You can expect some backsplash when you stir the pot.
That was the case with my last The Diplomat feature article, on the future of the U.S. Navy’s venerable "two-ocean navy" construct.
In a nutshell, I maintained that the U.S. Navy may continue to shrink
as the costs of ships, aircraft, and weaponry soar, budgets stagnate,
and national priorities shift. In effect, if not by conscious strategic
design, Washington may be dismantling the second navy it has maintained
since the Second World War. If so, policymakers and commanders must
think ahead about how to deploy scarce resources more efficiently.

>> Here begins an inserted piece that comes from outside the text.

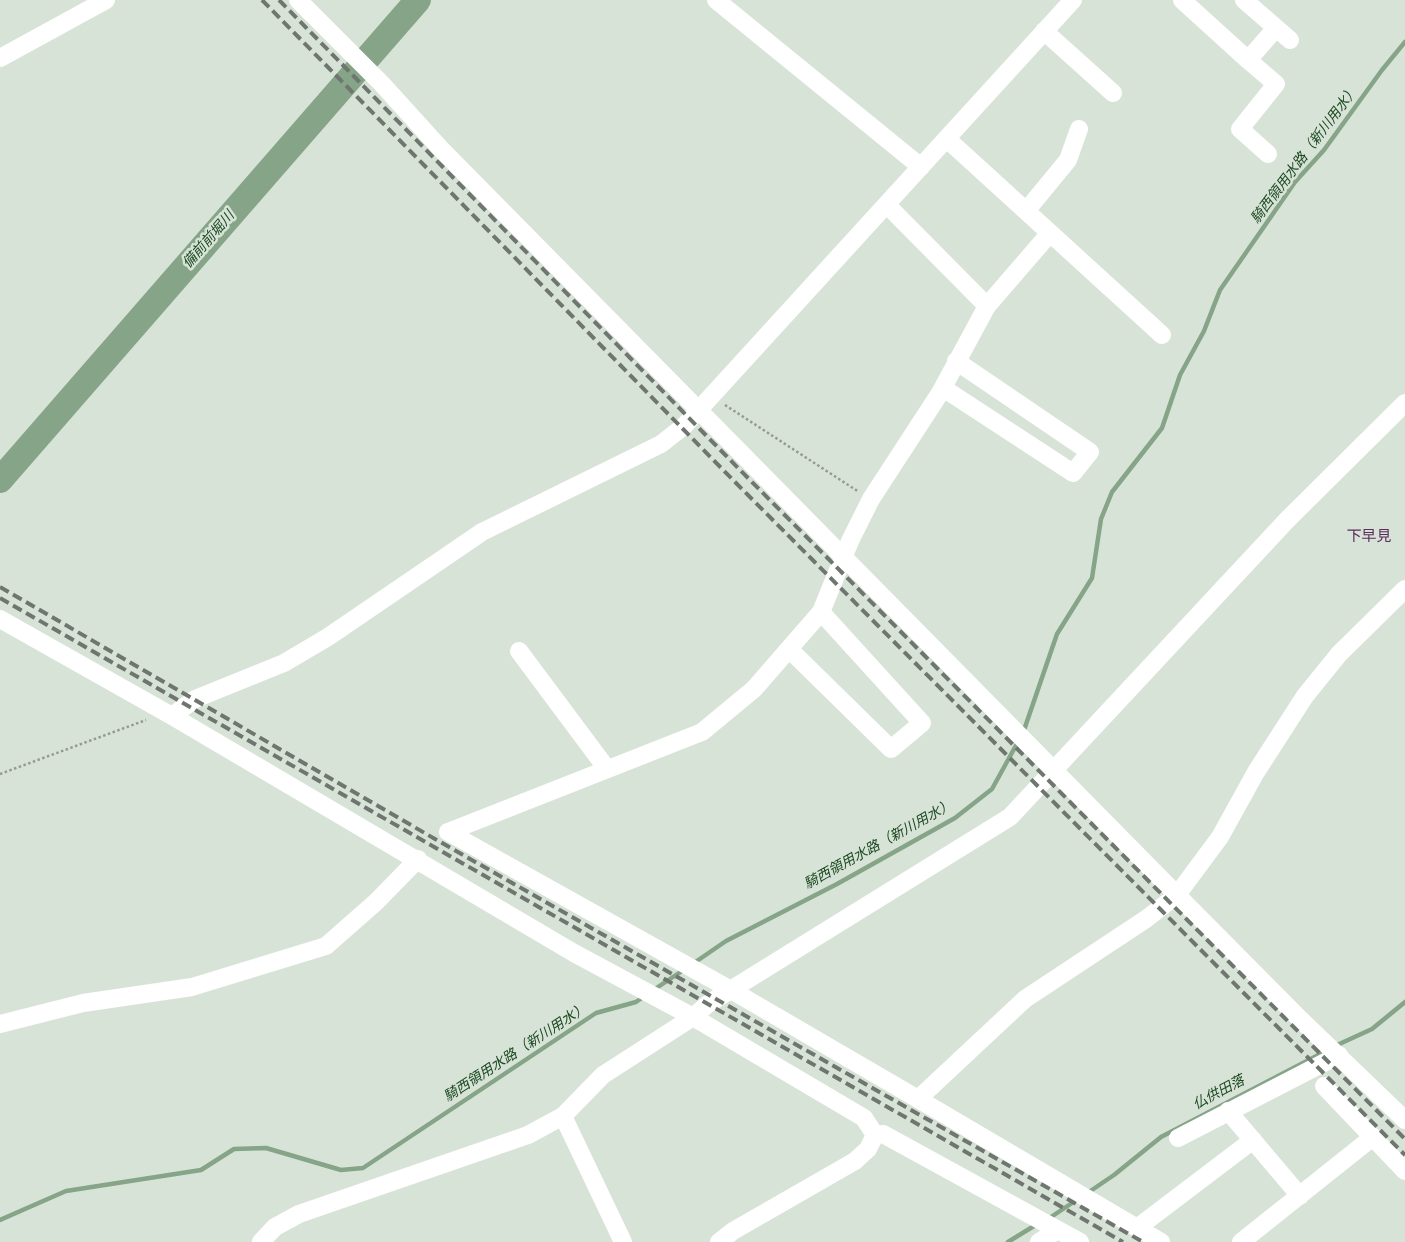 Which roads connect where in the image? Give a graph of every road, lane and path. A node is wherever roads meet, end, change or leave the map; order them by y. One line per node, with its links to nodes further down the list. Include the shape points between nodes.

Severely reducing the Atlantic Fleet to assure a surplus of naval might
in the Pacific appears prudent if the navy indeed remains in decline.
This take on the situation occasioned a fair amount of pushback, mostly
from sailors and officers on sea duty aboard navy warships and aircraft.
One of the few downsides to serving as professor at the Naval War
College is that faculty spend very little time on the "deckplates"
conversing with the executors of U.S. maritime strategy. Hearing from
seafarers doing business in great waters is always a pleasure, even when
we part company on important matters.
The objections took several forms. First, some interlocutors inferred
that I advocate a smaller navy. Far from it. Given my druthers,
Americans would make the conscious political choice to preserve and
extend their mastery of the seas. U.S. sea power has served the nation
and the world well for seven decades. The U.S. Navy is smaller in raw
numerical terms than it has been since President Woodrow Wilson vowed to
construct a "navy second to none" nearly a century ago. Expanding the
current 285 ship fleet
to the 346 ships espoused by the 2010 Quadrennial Defence Review, or
even the 313 ships the navy establishment deems minimally acceptable,
would reverse the downward drift in U.S. naval power. Such an expansion,
furthermore, should take place in balanced fashion—not just by adding
less expensive platforms like the new Littoral Combat Ships now entering
the fleet. Such vessels are adequate for lesser missions, but are unable to take much punishment in a serious fight. They can boost the fleet’s numerical strength on paper but dilute its overall combat capacity.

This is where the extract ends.